Igreja Metodista em Portugal comemora 140 anos

Igreja Metodista em Portugal comemora 140 anos

Atualizado: Sexta-feira, 29 Abril de 2011 as 5:44

“A fundação da Igreja Metodista Portuguesa está associada aos soldados e oficiais do contingente inglês que nos ajudou a combater as invasões francesas”, referiu à Agência Lusa o reverendo Jorge Barros.

A mancha geográfica da presença metodista em Portugal tem especial incidência a norte – com lugares de oração no Porto, Oliveira de Azeméis, Vale de Cambra, Mourisca do Vouga e Aguada de Cima – mas está também presente em Lisboa e Moita. Os templos são caracterizados por linhas sóbrias exteriores e interiores minimalistas, em que a cruz ocupa lugar de destaque e, ao contrário das igrejas católicas romanas, sem qualquer imagem de santos.

De boas relações com a Igreja Católica, como atestam as iniciativas ecuménicas conjuntas, no âmbito, por exemplo, da Semana de Oração pela Unidade dos Cristãos, o reverendo Jorge Barros aponta, no entanto, algumas diferenças.

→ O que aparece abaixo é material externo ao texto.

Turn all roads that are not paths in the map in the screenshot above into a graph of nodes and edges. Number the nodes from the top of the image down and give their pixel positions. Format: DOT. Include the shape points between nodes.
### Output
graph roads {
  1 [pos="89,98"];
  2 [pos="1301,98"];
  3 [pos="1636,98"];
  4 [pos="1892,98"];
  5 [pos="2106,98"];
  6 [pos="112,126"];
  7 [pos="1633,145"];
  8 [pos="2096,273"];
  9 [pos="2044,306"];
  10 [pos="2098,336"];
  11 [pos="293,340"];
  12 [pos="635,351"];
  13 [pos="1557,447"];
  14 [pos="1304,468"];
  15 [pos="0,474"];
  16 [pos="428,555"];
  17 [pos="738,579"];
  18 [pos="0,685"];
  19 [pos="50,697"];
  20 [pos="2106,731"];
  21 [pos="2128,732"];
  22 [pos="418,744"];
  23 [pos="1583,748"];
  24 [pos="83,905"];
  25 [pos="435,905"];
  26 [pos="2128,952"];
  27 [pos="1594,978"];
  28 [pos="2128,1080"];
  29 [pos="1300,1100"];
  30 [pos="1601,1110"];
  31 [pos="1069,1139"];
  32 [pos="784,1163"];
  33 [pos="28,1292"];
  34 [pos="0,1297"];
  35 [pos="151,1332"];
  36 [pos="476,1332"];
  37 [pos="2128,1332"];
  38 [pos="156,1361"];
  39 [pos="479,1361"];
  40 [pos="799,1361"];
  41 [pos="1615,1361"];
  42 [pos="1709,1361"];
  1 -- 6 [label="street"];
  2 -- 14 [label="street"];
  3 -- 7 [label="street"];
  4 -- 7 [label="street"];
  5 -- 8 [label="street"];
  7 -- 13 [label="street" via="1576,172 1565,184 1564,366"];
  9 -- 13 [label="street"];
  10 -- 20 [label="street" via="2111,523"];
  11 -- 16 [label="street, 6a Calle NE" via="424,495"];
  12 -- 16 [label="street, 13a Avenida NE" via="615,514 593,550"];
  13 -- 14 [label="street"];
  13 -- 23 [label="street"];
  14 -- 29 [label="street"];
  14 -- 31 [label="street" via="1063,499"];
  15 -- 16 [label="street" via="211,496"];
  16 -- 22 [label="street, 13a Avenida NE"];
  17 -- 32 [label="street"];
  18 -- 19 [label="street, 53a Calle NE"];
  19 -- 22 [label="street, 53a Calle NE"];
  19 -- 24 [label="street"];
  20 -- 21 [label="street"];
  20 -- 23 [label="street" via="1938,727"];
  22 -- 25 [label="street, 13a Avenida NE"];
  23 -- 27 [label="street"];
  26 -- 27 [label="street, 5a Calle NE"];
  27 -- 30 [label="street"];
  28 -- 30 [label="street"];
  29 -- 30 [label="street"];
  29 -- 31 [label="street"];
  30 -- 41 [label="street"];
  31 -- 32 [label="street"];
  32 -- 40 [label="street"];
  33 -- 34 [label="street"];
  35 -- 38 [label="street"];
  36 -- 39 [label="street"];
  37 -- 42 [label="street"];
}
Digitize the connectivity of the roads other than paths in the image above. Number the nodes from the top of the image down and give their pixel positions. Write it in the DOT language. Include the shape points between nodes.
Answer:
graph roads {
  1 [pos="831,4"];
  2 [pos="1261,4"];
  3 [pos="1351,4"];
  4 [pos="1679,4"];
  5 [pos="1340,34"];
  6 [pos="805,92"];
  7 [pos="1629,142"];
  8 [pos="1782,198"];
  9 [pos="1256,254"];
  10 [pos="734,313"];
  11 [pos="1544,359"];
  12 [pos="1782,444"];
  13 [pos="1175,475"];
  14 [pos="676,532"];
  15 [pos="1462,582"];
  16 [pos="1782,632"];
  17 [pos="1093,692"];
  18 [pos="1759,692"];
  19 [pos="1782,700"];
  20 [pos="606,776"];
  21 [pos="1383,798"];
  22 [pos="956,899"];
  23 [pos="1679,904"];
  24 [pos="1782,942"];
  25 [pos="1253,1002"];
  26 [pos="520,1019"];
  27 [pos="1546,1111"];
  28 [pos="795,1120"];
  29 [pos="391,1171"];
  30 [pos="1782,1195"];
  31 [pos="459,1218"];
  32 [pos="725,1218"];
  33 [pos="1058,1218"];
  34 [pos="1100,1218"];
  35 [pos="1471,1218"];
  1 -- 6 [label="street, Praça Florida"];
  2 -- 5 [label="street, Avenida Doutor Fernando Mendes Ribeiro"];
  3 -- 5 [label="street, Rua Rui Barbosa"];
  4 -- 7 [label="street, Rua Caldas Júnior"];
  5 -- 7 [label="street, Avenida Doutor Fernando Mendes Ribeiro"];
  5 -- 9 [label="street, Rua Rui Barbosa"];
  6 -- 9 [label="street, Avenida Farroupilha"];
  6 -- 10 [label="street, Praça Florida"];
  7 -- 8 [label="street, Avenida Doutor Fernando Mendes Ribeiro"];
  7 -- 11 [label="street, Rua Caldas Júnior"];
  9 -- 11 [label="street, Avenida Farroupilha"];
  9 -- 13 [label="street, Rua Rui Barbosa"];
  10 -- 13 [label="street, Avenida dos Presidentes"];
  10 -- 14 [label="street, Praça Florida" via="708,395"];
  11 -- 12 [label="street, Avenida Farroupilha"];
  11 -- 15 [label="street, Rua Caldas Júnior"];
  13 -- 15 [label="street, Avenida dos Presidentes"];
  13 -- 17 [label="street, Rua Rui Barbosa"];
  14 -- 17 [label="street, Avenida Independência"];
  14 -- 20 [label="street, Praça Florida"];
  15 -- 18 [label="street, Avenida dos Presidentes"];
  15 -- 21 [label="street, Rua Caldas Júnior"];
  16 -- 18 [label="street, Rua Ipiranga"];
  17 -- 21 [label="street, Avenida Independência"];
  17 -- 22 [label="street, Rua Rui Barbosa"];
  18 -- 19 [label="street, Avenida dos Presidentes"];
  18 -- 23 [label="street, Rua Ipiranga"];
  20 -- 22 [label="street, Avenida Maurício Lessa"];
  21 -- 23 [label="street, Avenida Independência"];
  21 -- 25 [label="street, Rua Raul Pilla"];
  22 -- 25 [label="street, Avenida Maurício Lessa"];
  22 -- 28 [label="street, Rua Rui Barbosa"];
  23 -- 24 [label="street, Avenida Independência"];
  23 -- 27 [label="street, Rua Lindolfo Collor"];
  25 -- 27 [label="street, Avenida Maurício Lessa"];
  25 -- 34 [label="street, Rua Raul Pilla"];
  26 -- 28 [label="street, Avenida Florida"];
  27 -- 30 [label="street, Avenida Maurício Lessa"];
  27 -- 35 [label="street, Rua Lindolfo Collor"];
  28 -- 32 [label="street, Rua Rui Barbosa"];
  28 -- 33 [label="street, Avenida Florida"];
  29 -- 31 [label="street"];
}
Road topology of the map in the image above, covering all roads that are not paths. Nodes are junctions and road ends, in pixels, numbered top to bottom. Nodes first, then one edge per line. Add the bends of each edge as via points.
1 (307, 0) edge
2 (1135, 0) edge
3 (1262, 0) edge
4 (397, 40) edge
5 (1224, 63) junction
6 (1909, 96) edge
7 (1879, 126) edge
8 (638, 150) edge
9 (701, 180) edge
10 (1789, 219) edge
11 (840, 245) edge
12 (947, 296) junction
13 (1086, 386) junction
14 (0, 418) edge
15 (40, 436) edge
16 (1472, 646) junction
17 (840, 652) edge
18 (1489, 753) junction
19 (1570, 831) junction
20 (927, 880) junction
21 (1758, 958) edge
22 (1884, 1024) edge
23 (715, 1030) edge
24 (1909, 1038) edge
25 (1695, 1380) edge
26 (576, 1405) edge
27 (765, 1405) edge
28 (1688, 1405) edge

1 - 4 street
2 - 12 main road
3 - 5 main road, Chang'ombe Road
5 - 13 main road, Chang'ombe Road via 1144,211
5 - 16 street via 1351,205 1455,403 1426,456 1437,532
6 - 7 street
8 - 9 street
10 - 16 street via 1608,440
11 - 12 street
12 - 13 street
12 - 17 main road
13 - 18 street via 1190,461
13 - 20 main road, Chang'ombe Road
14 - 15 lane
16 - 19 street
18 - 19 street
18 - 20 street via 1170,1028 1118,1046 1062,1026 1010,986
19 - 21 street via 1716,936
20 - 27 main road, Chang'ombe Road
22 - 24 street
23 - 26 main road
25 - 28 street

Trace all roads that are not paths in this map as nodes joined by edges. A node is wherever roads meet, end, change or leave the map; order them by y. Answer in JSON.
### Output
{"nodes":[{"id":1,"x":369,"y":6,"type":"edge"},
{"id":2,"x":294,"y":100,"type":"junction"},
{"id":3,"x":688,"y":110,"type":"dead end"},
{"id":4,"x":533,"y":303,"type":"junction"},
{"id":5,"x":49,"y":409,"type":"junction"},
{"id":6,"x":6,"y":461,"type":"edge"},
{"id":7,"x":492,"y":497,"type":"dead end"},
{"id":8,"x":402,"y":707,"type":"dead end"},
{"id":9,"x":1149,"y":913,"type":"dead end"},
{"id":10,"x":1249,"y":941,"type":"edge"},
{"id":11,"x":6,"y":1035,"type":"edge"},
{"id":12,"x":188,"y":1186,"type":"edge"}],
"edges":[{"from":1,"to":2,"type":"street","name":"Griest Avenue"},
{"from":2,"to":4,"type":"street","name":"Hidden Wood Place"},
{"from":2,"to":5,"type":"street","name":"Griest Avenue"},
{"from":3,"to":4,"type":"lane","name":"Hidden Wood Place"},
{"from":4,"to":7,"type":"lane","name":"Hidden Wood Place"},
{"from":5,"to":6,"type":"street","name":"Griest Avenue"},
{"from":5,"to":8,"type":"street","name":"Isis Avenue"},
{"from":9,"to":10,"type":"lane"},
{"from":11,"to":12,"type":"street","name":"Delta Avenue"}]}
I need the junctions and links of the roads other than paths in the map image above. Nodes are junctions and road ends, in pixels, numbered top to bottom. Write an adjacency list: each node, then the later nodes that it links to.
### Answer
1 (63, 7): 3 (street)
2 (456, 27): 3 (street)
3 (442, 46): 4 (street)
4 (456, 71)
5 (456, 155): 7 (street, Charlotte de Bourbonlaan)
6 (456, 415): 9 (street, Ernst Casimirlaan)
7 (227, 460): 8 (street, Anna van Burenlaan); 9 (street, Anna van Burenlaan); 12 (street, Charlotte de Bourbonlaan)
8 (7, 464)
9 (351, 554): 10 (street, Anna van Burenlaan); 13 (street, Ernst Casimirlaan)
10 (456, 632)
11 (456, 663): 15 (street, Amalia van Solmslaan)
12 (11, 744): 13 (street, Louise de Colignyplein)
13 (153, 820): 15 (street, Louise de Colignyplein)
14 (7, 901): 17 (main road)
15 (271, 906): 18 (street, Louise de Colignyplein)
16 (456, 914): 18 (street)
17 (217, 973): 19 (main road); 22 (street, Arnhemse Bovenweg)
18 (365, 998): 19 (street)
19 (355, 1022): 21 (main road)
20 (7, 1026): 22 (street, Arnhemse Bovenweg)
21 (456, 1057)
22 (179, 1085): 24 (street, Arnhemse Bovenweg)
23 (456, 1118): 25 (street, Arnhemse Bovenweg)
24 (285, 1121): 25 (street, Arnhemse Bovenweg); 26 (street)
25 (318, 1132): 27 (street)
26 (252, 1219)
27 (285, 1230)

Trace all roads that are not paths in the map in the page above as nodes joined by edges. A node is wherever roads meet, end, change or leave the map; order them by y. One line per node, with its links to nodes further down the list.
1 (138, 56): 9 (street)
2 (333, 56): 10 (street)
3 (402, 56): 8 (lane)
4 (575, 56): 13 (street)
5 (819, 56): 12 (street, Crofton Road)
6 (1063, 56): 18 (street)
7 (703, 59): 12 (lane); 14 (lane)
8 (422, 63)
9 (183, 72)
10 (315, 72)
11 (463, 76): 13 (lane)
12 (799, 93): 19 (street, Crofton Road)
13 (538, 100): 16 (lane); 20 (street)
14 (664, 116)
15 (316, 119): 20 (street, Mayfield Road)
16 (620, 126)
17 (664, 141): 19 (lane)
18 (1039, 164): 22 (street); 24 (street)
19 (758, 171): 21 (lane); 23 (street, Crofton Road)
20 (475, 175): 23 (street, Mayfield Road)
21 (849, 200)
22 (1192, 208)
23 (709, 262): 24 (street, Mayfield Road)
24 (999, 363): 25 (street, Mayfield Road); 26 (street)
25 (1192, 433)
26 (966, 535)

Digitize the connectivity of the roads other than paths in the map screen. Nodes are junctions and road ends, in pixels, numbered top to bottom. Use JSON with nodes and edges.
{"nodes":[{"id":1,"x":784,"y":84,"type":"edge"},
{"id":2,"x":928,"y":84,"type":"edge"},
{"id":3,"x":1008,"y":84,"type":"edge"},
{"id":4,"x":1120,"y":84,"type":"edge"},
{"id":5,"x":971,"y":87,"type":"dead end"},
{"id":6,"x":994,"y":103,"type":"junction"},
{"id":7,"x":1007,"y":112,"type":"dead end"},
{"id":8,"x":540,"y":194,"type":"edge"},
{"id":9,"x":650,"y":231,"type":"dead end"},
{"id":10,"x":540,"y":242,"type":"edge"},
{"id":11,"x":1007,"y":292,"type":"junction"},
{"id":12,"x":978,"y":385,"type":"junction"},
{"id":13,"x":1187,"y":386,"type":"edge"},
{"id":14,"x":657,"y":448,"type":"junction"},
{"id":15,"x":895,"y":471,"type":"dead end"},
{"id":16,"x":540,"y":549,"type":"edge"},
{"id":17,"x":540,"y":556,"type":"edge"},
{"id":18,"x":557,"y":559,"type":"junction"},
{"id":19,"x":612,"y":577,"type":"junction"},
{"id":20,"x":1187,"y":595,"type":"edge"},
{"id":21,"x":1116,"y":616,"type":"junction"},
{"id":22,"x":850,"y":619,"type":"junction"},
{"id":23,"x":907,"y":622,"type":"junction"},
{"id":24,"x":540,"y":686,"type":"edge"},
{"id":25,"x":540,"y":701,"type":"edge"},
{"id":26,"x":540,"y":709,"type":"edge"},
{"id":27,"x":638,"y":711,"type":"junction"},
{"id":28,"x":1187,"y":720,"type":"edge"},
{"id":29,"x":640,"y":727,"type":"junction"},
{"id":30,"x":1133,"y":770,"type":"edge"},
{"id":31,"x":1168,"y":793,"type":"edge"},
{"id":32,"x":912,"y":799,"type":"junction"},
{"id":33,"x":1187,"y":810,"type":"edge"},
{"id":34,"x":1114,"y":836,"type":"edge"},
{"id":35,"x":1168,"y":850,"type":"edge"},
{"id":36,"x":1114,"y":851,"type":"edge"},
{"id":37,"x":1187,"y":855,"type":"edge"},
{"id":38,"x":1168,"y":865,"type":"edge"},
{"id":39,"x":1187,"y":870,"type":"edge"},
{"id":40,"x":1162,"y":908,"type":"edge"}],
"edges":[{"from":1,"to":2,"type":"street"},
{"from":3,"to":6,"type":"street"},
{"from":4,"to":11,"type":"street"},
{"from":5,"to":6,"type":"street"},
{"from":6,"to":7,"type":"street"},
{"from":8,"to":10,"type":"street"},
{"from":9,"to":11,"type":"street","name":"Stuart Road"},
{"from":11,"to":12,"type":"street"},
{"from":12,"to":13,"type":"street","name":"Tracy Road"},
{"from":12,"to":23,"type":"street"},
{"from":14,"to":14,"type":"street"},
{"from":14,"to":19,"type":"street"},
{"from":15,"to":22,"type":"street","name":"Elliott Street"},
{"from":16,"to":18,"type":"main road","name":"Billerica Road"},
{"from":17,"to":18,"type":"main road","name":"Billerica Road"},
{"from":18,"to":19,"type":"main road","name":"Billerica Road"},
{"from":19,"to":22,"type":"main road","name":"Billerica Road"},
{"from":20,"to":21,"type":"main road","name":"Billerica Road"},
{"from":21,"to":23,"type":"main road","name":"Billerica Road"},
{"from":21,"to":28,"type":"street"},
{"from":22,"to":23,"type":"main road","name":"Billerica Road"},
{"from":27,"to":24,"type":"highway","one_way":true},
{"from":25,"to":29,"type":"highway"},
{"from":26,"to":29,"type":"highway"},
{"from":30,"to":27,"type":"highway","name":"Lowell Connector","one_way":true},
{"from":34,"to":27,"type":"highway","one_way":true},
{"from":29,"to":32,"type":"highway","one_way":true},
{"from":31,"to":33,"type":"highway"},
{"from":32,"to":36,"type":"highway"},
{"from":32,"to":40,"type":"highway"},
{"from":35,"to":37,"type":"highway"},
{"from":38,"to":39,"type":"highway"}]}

À parte das questões levantadas pela Reforma Protestante do século XVI, liderada por Martinho Lutero, há divergências, como a da infalibilidade papal, o dogma da ascensão da imaculada Conceição e a virgindade perpétua de Maria.

“A Igreja Metodista reconhece os santos bíblicos e até alguns históricos, como, por exemplo, São Francisco de Assis, mas não promove a sua adoração enquanto intermediários”, explica Jorge Barros.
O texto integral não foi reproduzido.